One leading reason many companies are considering migrating to Microsoft Exchange Server (Exchange) is its extensive enterprise email capabilities. Microsoft and many Solution Providers are betting that you, too, will soon choose Exchange, and they're plying you with migration guides and educational seminars. This documentation, however, has failed so far to provide a smooth, reversible method of migrating from a Microsoft (MS) Mail 3.2 system with an SMTP gateway to an Exchange server system.
Based on my experiences at Advanced Paradigms, Inc., I have assembled a much needed trial kit for migration to Exchange. The kit should help you attain the most important goal in your migration: transparency to mail users inside and outside the organization. In particular, once your MS Mail 3.2/Exchange hybrid system is in place, a user inside the organization should be able to check the Global Address List (GAL) and send mail to a fellow user on the list--without caring or even knowing if that user is on the current MS Mail 3.2 system or a new Exchange server system. In addition, users outside the organization should always be able to address inside users as email@example.com. Besides providing smooth, transparent migration, the trial kit has another advantage: You can go back to the status quo almost instantaneously at any stage.
MS Mail and the Internet
To get the best results from the kit, you first must understand three things about how your MS Mail 3.2 system works with the Internet: the setup of your SMTP gateway, the flow of mail via the Internet from one user to another, and the role of the Domain Name Server (DNS).
To understand how your SMTP gateway was set up, first examine your network configuration. Your configuration is likely to match one of the scenarios in table 1. Underlying all these scenarios, of course, is a common network architecture, shown in figure 1. I have tested the tool kit with a fairly simple network configuration (scenario 1 in table 1) and can best describe the tool kit's implementation under that configuration.
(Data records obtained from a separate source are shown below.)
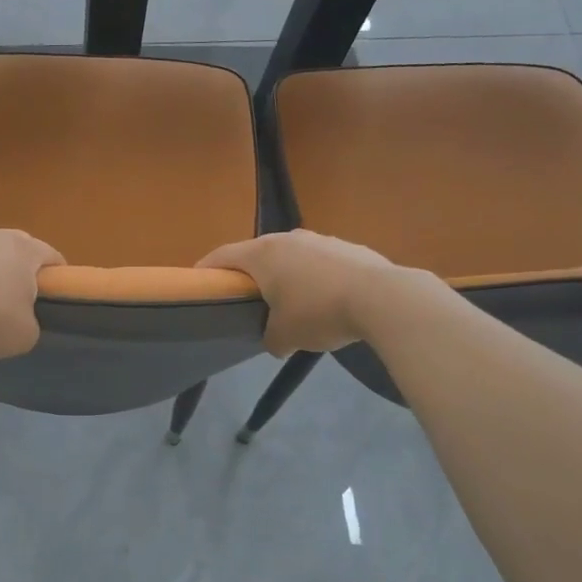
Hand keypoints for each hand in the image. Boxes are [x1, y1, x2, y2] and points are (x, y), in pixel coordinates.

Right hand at [199, 230, 442, 355]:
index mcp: (262, 254)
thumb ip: (270, 339)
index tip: (199, 284)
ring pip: (292, 257)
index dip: (206, 270)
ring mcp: (321, 239)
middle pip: (257, 254)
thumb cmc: (319, 312)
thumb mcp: (285, 336)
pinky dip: (315, 279)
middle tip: (248, 299)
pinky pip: (321, 263)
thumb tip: (275, 342)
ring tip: (292, 303)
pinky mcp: (349, 247)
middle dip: (250, 276)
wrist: (382, 298)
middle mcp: (288, 238)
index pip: (222, 256)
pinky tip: (327, 301)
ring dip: (286, 276)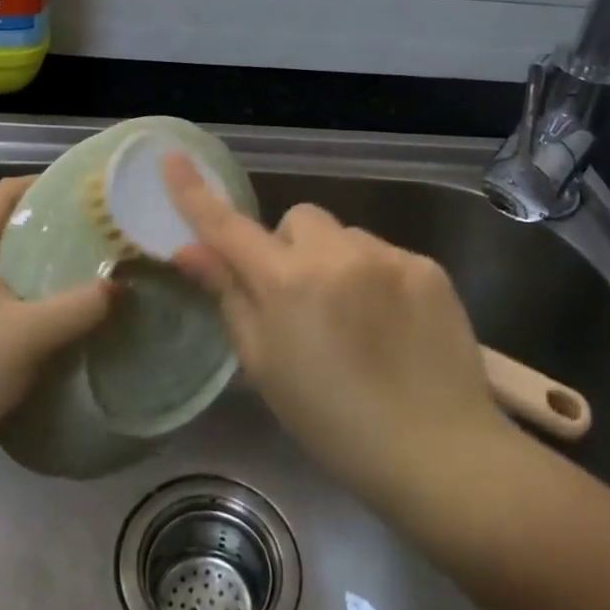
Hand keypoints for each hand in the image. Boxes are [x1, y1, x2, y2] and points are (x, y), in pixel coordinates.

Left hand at [0, 176, 111, 484]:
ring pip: (9, 263)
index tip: (94, 194)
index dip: (48, 184)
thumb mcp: (30, 337)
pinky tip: (70, 310)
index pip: (4, 192)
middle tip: (106, 232)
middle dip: (56, 225)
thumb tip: (123, 284)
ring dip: (49, 263)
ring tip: (97, 267)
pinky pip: (5, 295)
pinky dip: (37, 294)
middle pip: (8, 224)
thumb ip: (82, 305)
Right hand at [163, 153, 513, 511]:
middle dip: (291, 249)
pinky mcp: (427, 266)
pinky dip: (377, 277)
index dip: (195, 194)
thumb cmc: (332, 422)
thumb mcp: (265, 367)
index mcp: (287, 282)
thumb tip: (189, 250)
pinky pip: (385, 253)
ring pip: (344, 236)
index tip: (172, 157)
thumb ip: (229, 297)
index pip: (228, 227)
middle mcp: (335, 254)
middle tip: (301, 301)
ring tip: (356, 321)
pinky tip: (393, 324)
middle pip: (298, 221)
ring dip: (337, 262)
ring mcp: (387, 255)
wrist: (437, 452)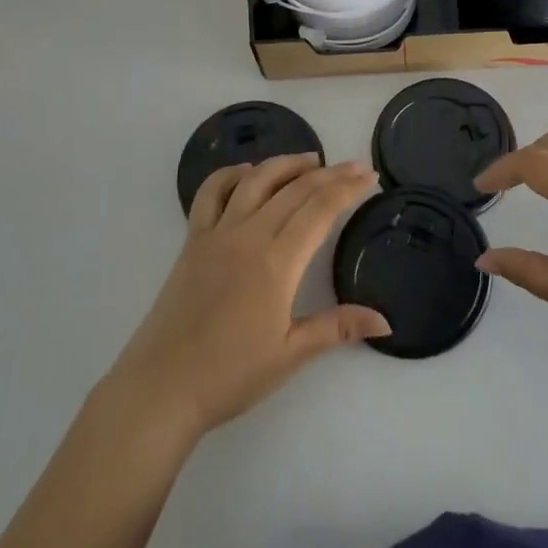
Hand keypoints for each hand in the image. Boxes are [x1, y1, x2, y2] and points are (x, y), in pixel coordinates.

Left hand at [107, 154, 388, 440]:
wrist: (162, 387)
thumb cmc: (231, 375)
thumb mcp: (291, 356)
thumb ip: (338, 328)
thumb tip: (385, 322)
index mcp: (277, 262)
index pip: (321, 209)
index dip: (348, 188)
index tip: (370, 177)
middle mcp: (249, 235)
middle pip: (296, 189)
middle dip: (330, 174)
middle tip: (355, 166)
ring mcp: (217, 233)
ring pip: (256, 180)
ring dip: (286, 164)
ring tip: (311, 160)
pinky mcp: (193, 240)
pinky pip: (211, 193)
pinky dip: (231, 174)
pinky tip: (248, 172)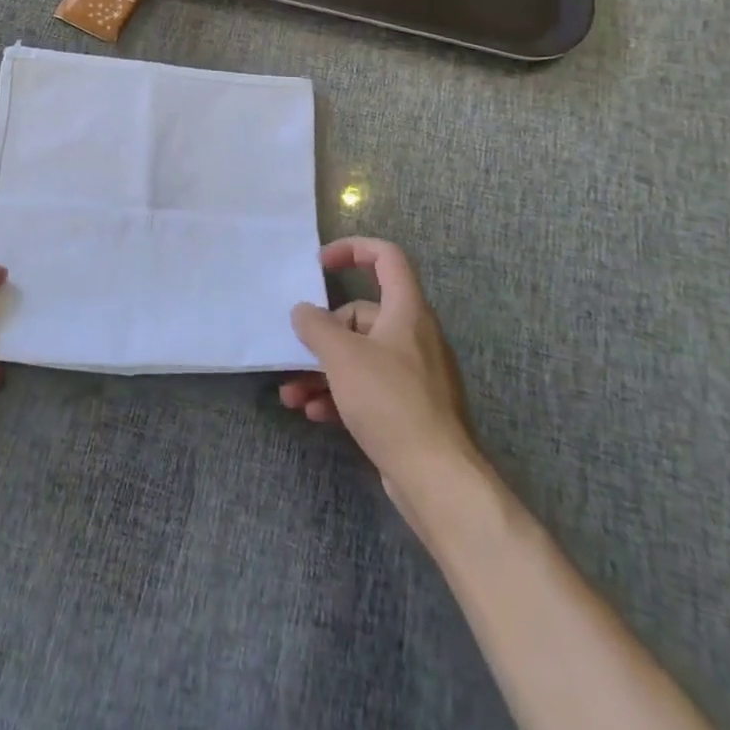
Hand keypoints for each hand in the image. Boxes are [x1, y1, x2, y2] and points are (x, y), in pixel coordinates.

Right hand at [281, 238, 479, 506]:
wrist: (438, 480)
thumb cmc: (391, 402)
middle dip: (323, 334)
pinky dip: (340, 395)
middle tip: (296, 352)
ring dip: (322, 371)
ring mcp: (414, 375)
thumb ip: (316, 326)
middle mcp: (413, 335)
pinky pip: (368, 388)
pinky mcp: (409, 409)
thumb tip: (303, 311)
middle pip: (362, 315)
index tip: (320, 263)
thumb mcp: (343, 357)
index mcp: (407, 310)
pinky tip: (315, 413)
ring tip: (291, 394)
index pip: (386, 257)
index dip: (353, 249)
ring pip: (360, 356)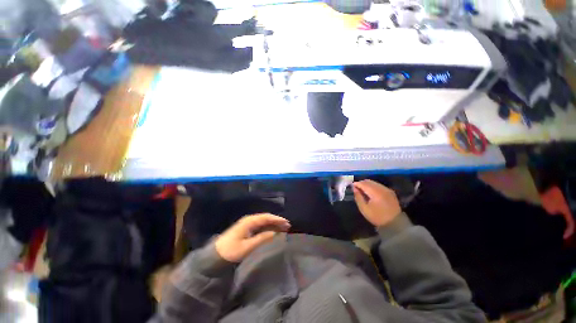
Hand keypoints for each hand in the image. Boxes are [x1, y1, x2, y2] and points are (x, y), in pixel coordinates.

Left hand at [215, 213, 290, 262]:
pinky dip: (268, 228)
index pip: (266, 217)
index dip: (277, 219)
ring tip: (283, 228)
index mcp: (249, 221)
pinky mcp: (247, 229)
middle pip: (266, 218)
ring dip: (273, 224)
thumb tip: (275, 233)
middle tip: (287, 226)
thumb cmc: (232, 251)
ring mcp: (248, 224)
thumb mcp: (247, 246)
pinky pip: (260, 226)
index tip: (286, 223)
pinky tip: (273, 231)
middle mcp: (250, 220)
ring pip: (264, 221)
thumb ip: (262, 238)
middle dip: (277, 221)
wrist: (216, 256)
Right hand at [353, 180, 401, 227]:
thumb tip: (354, 189)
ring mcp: (387, 189)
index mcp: (376, 193)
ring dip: (367, 184)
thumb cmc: (377, 217)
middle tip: (356, 188)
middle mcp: (382, 189)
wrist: (394, 223)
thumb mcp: (364, 209)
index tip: (351, 186)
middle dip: (361, 183)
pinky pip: (379, 185)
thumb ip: (358, 197)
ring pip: (374, 182)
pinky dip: (373, 186)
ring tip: (362, 190)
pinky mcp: (390, 192)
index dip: (356, 184)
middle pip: (369, 181)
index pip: (363, 184)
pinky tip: (370, 192)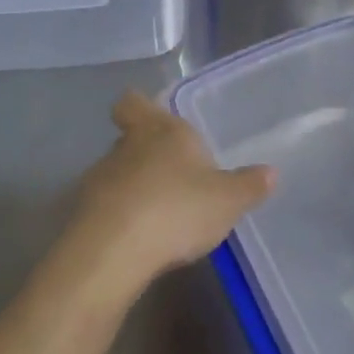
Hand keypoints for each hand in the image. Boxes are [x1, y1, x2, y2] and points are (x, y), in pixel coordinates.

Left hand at [70, 92, 274, 289]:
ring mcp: (100, 179)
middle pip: (129, 138)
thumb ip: (248, 185)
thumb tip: (271, 172)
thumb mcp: (227, 200)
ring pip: (116, 173)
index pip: (134, 102)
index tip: (150, 117)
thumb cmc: (177, 208)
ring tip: (158, 215)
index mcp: (162, 131)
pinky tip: (138, 240)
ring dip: (133, 188)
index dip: (139, 107)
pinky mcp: (83, 214)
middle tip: (172, 174)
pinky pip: (105, 207)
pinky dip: (120, 218)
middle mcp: (127, 146)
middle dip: (146, 153)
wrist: (114, 251)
But you can easily adapt the tool kit to other configurations.
With a simple network configuration, understanding your SMTP gateway's setup is a matter of examining two records that the Mail Administrator originally created: the \maildata\smtp\local.cfg record and the
\maildata\smtp\addr_map.cfg record. The local.cfg record points to the IP address of the mail daemon (typically a Sendmail host) of your contracted Internet Service Provider (ISP). At our site, for example, local.cfg contained the entries shown in figure 2, record 1. Our SMTP gateway is the host smtpgate.paradigms.com (22.214.171.124), and it routes all its outbound SMTP mail to a Sendmail host (126.96.36.199) at our ISP, Performance Systems International (PSI).
The addr_map.cfg record specifies the mappings of the Internet addresses for the postoffice. At our site, addr_map.cfg contained the entry shown in figure 2, record 2. This record lets the SMTP gateway route inbound mail addressed to firstname.lastname@example.org to that user's inside address, communicat\2max\user. This record also lets the gateway sign outbound mail from communicat\2max\user as coming from email@example.com.
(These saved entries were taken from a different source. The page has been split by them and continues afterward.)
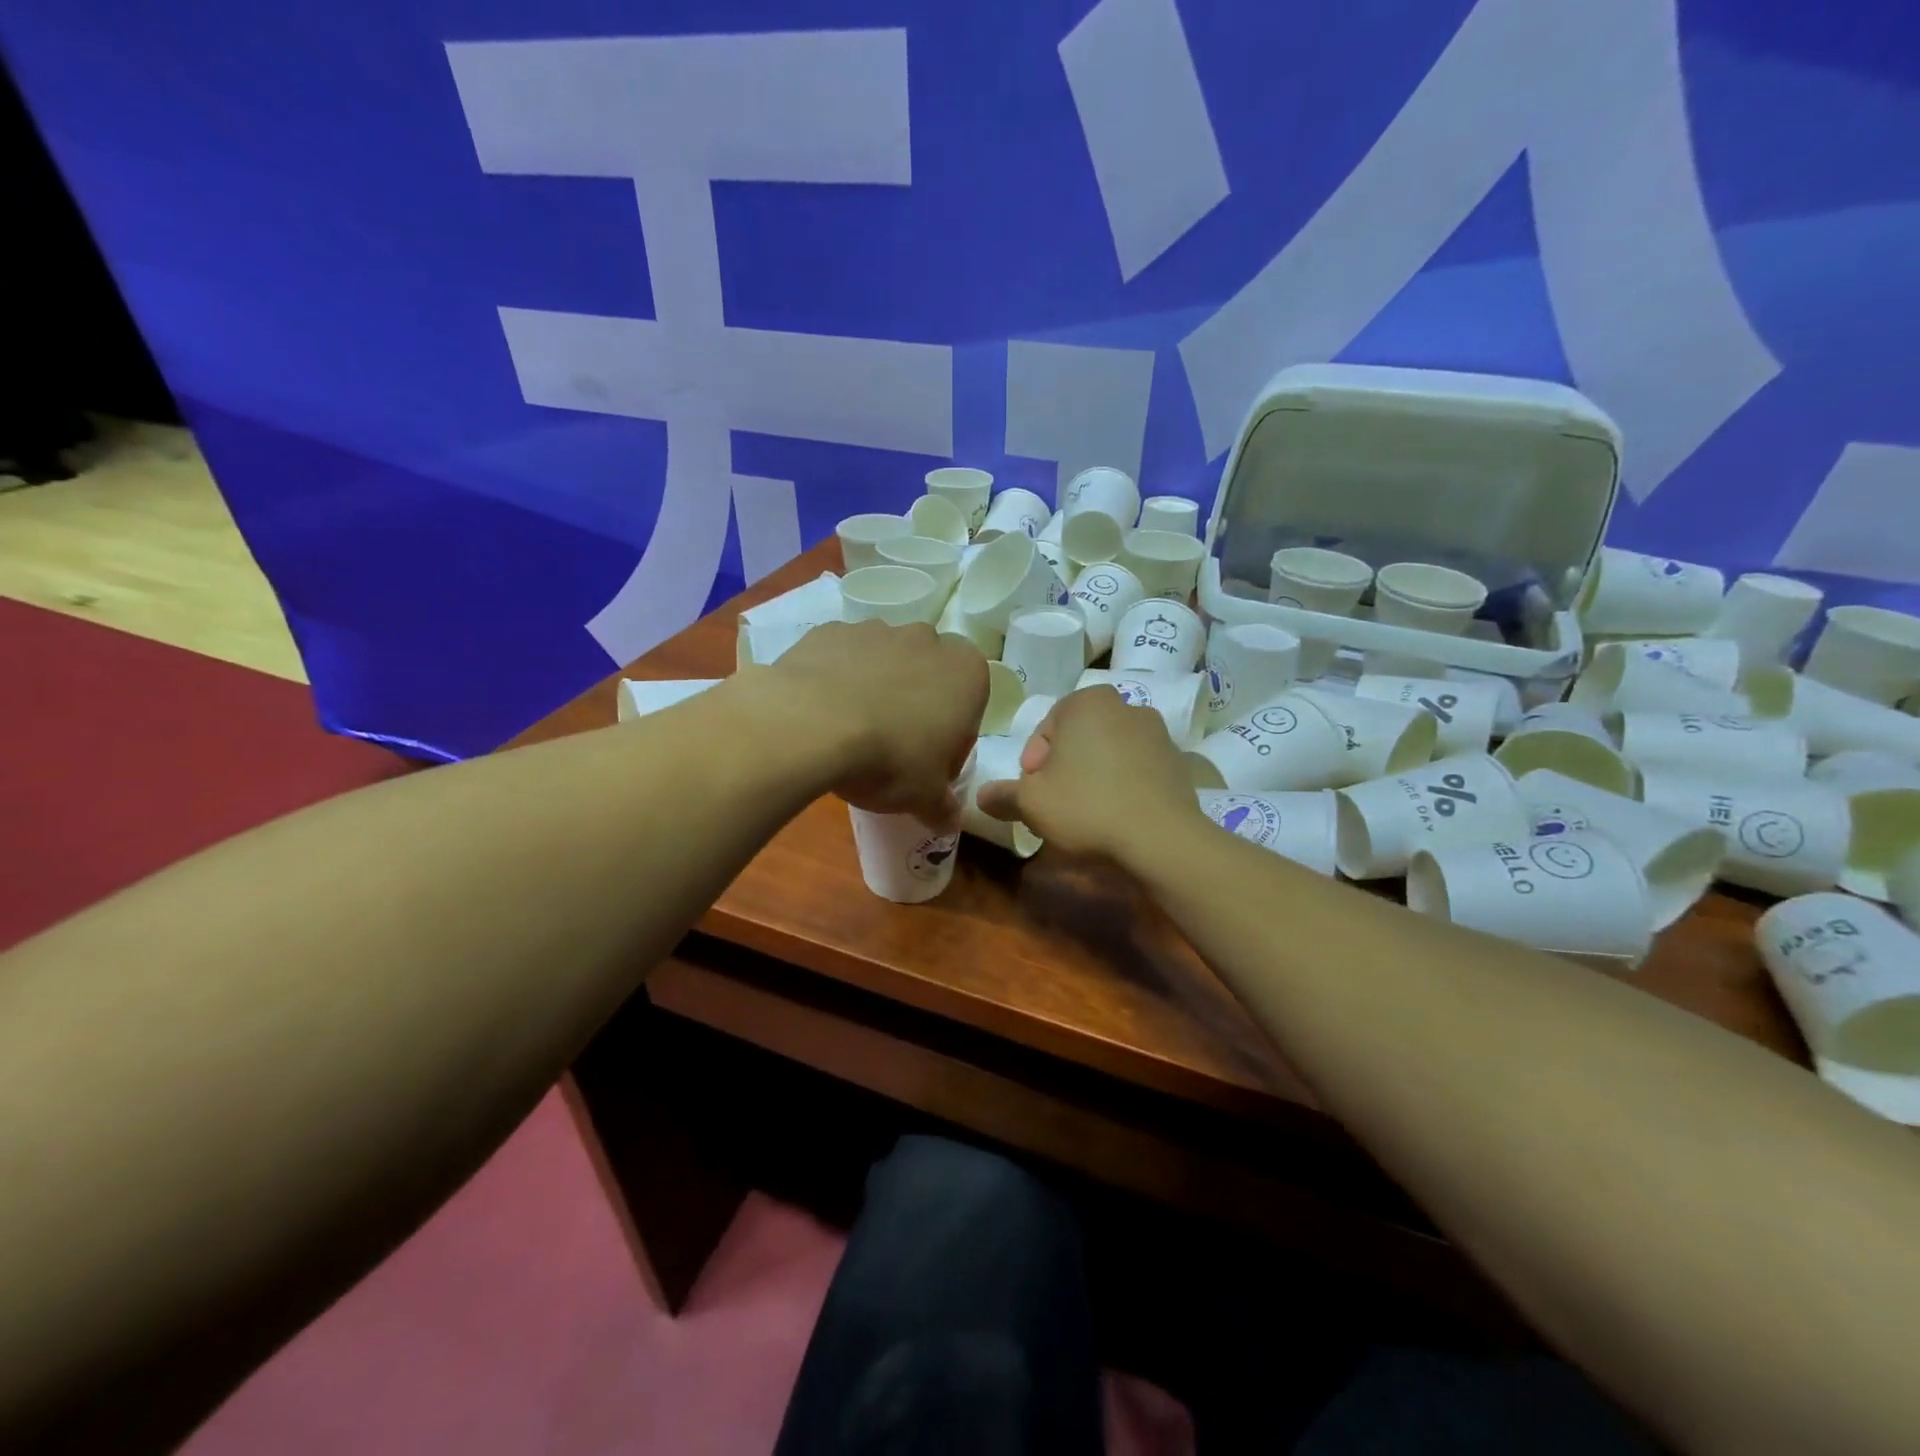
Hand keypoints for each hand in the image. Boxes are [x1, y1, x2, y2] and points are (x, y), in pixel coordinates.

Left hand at [753, 620, 987, 828]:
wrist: (812, 725)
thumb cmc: (890, 759)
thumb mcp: (925, 797)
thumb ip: (944, 806)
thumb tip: (950, 822)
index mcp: (967, 672)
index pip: (970, 707)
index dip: (951, 740)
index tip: (929, 765)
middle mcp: (927, 640)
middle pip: (928, 677)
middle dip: (916, 707)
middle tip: (893, 749)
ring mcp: (877, 628)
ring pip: (885, 662)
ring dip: (877, 690)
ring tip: (852, 732)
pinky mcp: (832, 630)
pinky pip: (843, 658)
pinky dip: (838, 680)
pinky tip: (823, 713)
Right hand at [976, 687, 1205, 861]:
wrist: (1161, 838)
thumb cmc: (1086, 807)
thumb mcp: (1031, 803)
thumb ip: (1003, 795)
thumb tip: (982, 796)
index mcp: (1086, 702)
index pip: (1046, 729)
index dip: (1034, 764)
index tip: (1034, 792)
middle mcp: (1125, 705)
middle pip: (1079, 738)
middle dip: (1065, 767)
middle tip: (1056, 803)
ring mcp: (1157, 732)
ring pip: (1109, 752)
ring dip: (1095, 775)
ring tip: (1088, 813)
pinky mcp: (1178, 761)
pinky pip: (1138, 769)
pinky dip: (1124, 785)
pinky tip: (1118, 816)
To understand the flow of mail through the gateway, work through mappings. For example, let's say user Spyros on our system sends a message to a colleague, firstname.lastname@example.org, via the Internet. Spyros's MS Mail client saves the message in the \mbg directory of his postoffice, the SMTP gateway's inbox. At this point, the message is in MS Mail 3.2's proprietary format and has the communicat\2max\spyros signature. When the SMTP gateway polls its inbox, it reads and encapsulates the message in a standard SMTP message format, addressing the result to email@example.com. The SMTP gateway then reads addr_map.cfg, finds that communicat\2max should be translated to paradigms.com, and signs the outgoing message as coming from firstname.lastname@example.org. Finally, the gateway forwards the message to PSI's Sendmail host.
If Chris replies to the message, the reverse happens. When a message addressed to email@example.com hits our SMTP gateway, the gateway looks again at addr_map.cfg and sees that paradigms.com is really a destination MS Mail 3.2 knows as communicat\2max. The gateway then reformats the message for MS Mail, addresses it to communicat\2max\spyros, and writes it to Spyros's inbox in \maildata\mbg. Now Spyros can see the message in his MS Mail client.
Your application of the trial kit must fully account for such mapping within your network configuration. But how does the message from firstname.lastname@example.org find its way back to our gateway? To answer this question, you must understand the role of the Domain Name Server (DNS), which you see in figure 3.
When Chris sends a message over the Internet to email@example.com, Chris's mail system (on Forthnet) has to locate the mail host for paradigms.com. The system assigns the question to a Domain Name Server on its own network (188.8.131.52). Forthnet's DNS determines that PSI's host (184.108.40.206) is running a DNS for paradigms.com. When Forthnet's DNS asks, "who handles mail for paradigms.com," PSI's DNS searches for a mail exchanger (MX) database record for paradigms.com and comes up with our host, smtpgate.paradigms.com. The Berkeley Internet Naming Daemon (BIND)- compliant record in PSI's DNS configuration file will look like the entry in figure 2, record 3.
When Forthnet then asks PSI's DNS "who is smtpgate.paradigms.com?" PSI's DNS looks for an address ("A") record for smtpgate.paradigms.com and returns the IP address 220.127.116.11. The BIND-compliant record in PSI's DNS is similar to figure 2, record 4. After Forthnet forwards Chris's message for firstname.lastname@example.org to our SMTP gateway, the gateway's screen shows the contact from Forthnet (see figure 4, listing 1).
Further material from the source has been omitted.